▶ **THE PROBLEM**
Every record below must be written out exactly. Leave out the pictures.

START ENTRIES PROVIDED

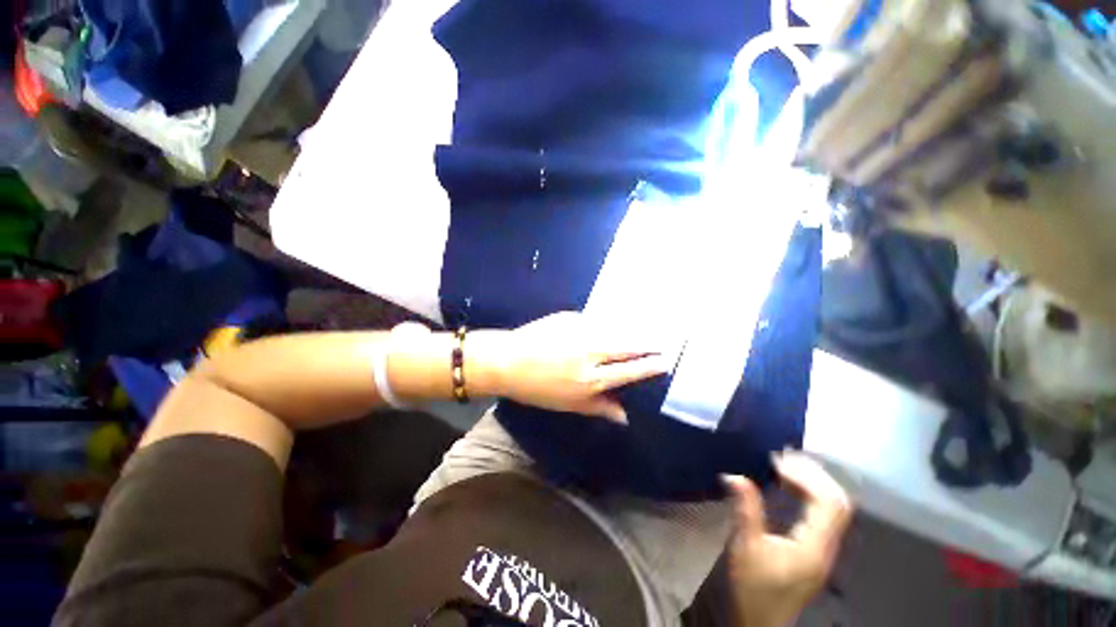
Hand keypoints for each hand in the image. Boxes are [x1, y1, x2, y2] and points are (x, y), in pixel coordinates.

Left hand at [490, 312, 671, 421]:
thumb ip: (598, 407)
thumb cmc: (537, 389)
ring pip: (614, 330)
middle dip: (647, 343)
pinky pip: (594, 321)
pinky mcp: (569, 317)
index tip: (666, 360)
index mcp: (590, 379)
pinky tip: (607, 326)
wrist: (507, 360)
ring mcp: (579, 331)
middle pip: (627, 346)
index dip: (649, 366)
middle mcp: (589, 353)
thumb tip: (625, 416)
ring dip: (630, 331)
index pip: (629, 371)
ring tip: (642, 332)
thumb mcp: (568, 404)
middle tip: (662, 341)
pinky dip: (604, 325)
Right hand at [723, 453, 852, 626]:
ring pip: (833, 507)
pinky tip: (789, 487)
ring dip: (812, 482)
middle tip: (782, 457)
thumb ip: (745, 509)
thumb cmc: (754, 587)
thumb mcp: (746, 546)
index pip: (828, 503)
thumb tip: (733, 475)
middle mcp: (827, 545)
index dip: (807, 476)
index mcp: (814, 546)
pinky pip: (823, 513)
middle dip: (813, 474)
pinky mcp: (816, 549)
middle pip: (838, 502)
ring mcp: (824, 548)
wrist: (762, 622)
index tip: (776, 461)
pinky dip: (809, 493)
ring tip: (784, 466)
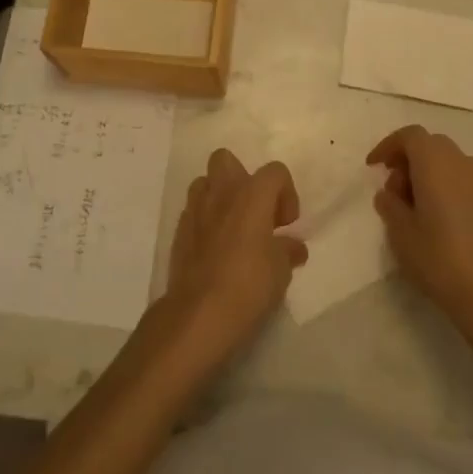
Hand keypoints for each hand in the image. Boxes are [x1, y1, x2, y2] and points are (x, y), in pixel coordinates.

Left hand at [162, 150, 306, 364]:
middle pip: (227, 159)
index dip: (286, 194)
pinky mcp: (179, 231)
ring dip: (219, 197)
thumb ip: (288, 250)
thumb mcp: (281, 271)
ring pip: (204, 183)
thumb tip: (294, 246)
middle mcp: (222, 192)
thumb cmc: (248, 285)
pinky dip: (205, 221)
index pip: (275, 172)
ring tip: (232, 228)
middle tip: (255, 213)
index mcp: (252, 194)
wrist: (199, 313)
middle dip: (241, 179)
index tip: (286, 225)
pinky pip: (193, 212)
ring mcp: (196, 209)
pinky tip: (214, 249)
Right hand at [368, 126, 472, 343]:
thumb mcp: (400, 233)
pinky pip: (469, 182)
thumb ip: (390, 204)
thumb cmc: (439, 258)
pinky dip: (452, 188)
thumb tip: (389, 193)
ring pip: (452, 163)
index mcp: (435, 162)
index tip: (375, 167)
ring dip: (432, 174)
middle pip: (431, 145)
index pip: (409, 136)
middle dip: (410, 160)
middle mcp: (462, 162)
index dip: (388, 146)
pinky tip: (447, 220)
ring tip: (421, 207)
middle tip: (396, 190)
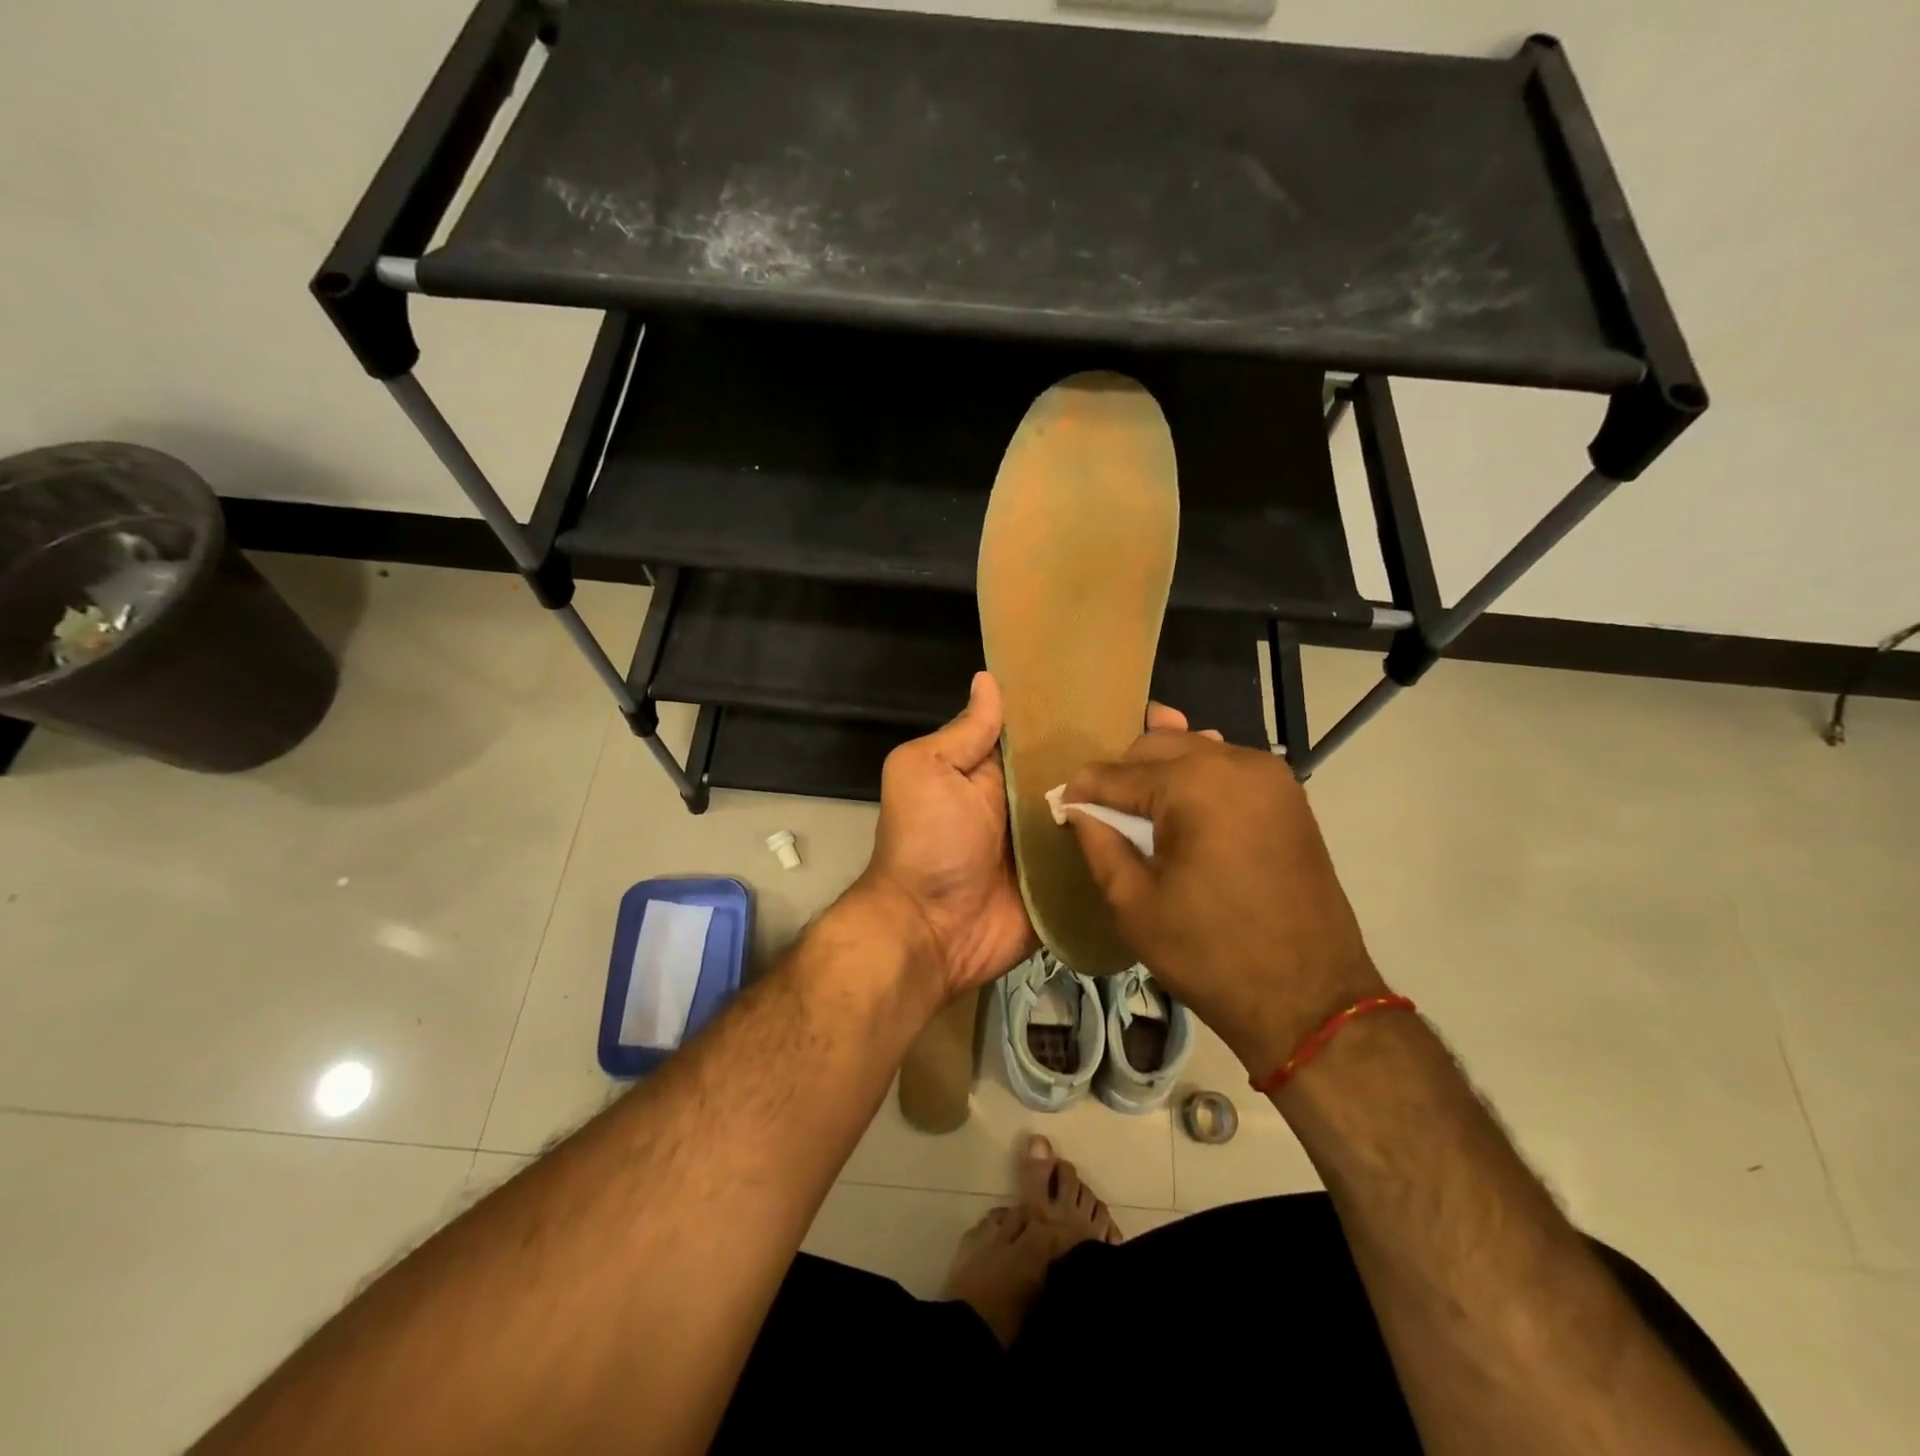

END ENTRIES PROVIDED

▶ **EXERCISE SOLUTION**
Hand keypoints for each hand in the image. Boxes are [x1, y1, x2, y2] and points are (x, y), in pixel coordinates.

Left hand at [490, 312, 671, 421]:
thumb ip: (598, 407)
thumb cmc: (537, 389)
ring pip: (614, 330)
middle dip: (647, 343)
pinky pip: (594, 321)
pinky mcp: (569, 317)
index tip: (666, 360)
index mcp: (590, 379)
pinky tip: (607, 326)
wrist: (507, 360)
ring mcp: (579, 331)
middle pip: (627, 346)
index dip: (649, 366)
middle mcp: (589, 353)
thumb tip: (625, 416)
ring dip: (630, 331)
index pip: (629, 371)
ring tip: (642, 332)
thumb mcp: (568, 404)
middle tip: (662, 341)
pinky dip: (604, 325)
Right hand at [723, 453, 852, 626]:
ring pip: (833, 507)
pinky tip: (789, 487)
ring dip: (812, 482)
middle tip: (782, 457)
thumb ip: (745, 509)
thumb cmc: (754, 587)
thumb mcp: (746, 546)
index pip: (828, 503)
thumb tip: (733, 475)
middle mcp: (827, 545)
index dip: (807, 476)
index mcp: (814, 546)
pinky pip: (823, 513)
middle dip: (813, 474)
pinky mcp: (816, 549)
middle pip: (838, 502)
ring mcp: (824, 548)
wrist: (762, 622)
index tip: (776, 461)
pinky dip: (809, 493)
ring tip: (784, 466)
Hand keypoints for each hand in the image. Boxes are [x1, y1, x2, y2] and points are (x, y), in pixel coordinates.

Left hand at [162, 150, 306, 364]:
middle pip: (227, 159)
index dip: (286, 194)
pinky mcp: (179, 231)
ring dip: (219, 197)
thumb ip: (288, 250)
thumb mcp: (281, 271)
ring pip: (204, 183)
thumb tip: (294, 246)
middle mcp: (222, 192)
thumb cmc: (248, 285)
pinky dip: (205, 221)
index pip: (275, 172)
ring tip: (232, 228)
middle tip: (255, 213)
index mcp: (252, 194)
wrist: (199, 313)
middle dip: (241, 179)
index tip: (286, 225)
pinky pip: (193, 212)
ring mcp: (196, 209)
pinky tip: (214, 249)
Right hand at [368, 126, 472, 343]:
thumb mcp: (400, 233)
pinky pip: (469, 182)
thumb ip: (390, 204)
thumb cmc: (439, 258)
pinky dip: (452, 188)
thumb tip: (389, 193)
ring pip: (452, 163)
index mcp: (435, 162)
index tip: (375, 167)
ring dip: (432, 174)
middle pip: (431, 145)
index pip: (409, 136)
middle dip: (410, 160)
middle mcp: (462, 162)
index dip: (388, 146)
pinky tip: (447, 220)
ring tip: (421, 207)
middle tip: (396, 190)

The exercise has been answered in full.